Photo courtesy of Erin Scott
Indian bitter melon brings the astringency to this tonic.
One day, Oakland dietician Laura McLively bought Indian bitter melon at Berkeley Bowl. She’d never heard of Indian bitter melon before, but she loves bitterness in coffee and figured she’d enjoy the savory fruit.
“When I tried it, I was like, ‘What on earth am I going to do with this thing?’ It’s really medicinal,” she said. “It kind of tastes like crushed up Aspirin.”
At first, she tried hiding it in a spicy curry, but the intense astringency still shone through. “I realized I had to go with the bitterness rather than try to mask it,” she said.
She finally found a recipe that worked: tonic. Mixed with grapefruit, lemon, juniper berries, and sugar, the bitter melon becomes bright and bittersweet. It’s one of more than 100 vegetarian recipes in her first book, The Berkeley Bowl Cookbook: Recipes Inspired by the Extraordinary Produce of California’s Most Iconic Market
, which comes out April 17 via Parallax Press.

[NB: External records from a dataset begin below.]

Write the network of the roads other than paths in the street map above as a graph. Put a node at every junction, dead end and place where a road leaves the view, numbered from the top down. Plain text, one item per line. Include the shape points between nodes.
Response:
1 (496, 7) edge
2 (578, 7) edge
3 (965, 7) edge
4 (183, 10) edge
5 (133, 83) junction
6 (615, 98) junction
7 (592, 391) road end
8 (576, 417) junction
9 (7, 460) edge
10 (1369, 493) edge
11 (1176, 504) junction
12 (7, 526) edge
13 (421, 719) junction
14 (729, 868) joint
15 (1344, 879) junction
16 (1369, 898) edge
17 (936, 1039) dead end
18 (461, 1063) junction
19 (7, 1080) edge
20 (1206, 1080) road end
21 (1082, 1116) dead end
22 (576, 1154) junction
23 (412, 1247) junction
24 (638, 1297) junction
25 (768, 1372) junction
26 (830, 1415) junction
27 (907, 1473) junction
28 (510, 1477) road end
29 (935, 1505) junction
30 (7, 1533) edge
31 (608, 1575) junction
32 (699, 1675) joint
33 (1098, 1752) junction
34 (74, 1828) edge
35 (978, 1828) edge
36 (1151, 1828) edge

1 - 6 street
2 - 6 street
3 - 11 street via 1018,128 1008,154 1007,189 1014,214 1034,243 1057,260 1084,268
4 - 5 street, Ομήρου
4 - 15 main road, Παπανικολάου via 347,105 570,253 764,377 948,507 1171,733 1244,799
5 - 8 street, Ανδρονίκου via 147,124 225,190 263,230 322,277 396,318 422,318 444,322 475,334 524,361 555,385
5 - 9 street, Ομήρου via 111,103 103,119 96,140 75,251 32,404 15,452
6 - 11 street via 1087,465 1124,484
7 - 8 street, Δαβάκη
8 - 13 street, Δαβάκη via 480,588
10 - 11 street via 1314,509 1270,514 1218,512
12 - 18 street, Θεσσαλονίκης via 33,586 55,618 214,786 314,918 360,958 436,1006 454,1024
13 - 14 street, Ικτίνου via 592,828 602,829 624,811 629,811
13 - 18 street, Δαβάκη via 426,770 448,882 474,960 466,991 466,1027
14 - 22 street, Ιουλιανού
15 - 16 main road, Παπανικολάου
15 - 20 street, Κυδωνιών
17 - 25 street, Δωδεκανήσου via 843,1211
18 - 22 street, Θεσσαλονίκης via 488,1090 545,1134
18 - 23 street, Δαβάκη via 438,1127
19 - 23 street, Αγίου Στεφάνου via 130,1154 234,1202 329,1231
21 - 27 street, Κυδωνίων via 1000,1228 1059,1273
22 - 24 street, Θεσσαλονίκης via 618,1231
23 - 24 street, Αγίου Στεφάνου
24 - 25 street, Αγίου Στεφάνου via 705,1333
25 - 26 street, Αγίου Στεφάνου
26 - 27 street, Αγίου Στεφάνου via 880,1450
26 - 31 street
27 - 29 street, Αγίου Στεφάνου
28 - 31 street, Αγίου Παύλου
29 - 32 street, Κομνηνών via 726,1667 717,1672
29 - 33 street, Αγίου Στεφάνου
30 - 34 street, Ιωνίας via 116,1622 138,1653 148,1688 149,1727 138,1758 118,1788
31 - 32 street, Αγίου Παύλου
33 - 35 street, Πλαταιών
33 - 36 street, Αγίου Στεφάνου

It all started when McLively first moved in the Bay Area in 2002 as a college student. She quickly sought out Berkeley Bowl — a grocery store that’s won praise from international culinary stars like Mark Bittman and Yotam Ottolenghi — and has been a loyal shopper ever since. In 2015, she launched what would become a popular food blog, My Berkeley Bowl, which chronicles her attempts at cooking with unusual discoveries at the grocery store, such as burdock root, prickly pear, and mizuna.
“This book is just about having fun. It’s about taking away intimidation,” McLively said. “You’d think by looking at the crazy fruits and vegetables on the cover, ‘Oh, this looks hard and inaccessible.’ But they’re pretty technically simple. I’m just a home cook.”
With her blog, McLively challenged herself to experiment with dozens of ingredients she’d never seen before. She’d try them raw, cook them in different ways, figure out their best properties, and design recipes that highlighted them. Her favorite recipes made their way into The Berkeley Bowl Cookbook
, complemented by colorful photography by Berkeley’s Erin Scott. There’s an almond torte made with starfruit, banana blossom salad with glass noodles, and limeade infused with shiso.
The book is a trove of educational information. In the back, there’s an invaluable ingredient key, so you can see exactly what these raw goods look like side by side. And each recipe details the ingredient’s availability — both based on season and what kind of store might carry it — as well as how to choose and store it. If you really like the sound of the sigua paneer curry but just can’t find the young luffa plant, McLively also lists appropriate, easier-to-find substitutions. (In this case, zucchini.)
But part of the joy of The Berkeley Bowl Cookbook
as a local reader is learning a little bit more about Glenn and Diane Yasuda, the tireless couple who founded Berkeley Bowl in 1977. Not only do the Yasudas and their son, Gen, still run the business today, but Glenn continues to drive across the bridge at 2:30 a.m. every day to sample produce himself.
McLively will sign books and hand out bites at 11 a.m. on Saturday, April 14, at Berkeley Bowl West (920 Heinz Ave.) and 11 a.m. on Sunday, April 15, at Berkeley Bowl (2020 Oregon St.). She’ll also speak on a panel at the Bay Area Book Festival on Sunday, April 29, at The Magnes (2121 Allston Way, Berkeley).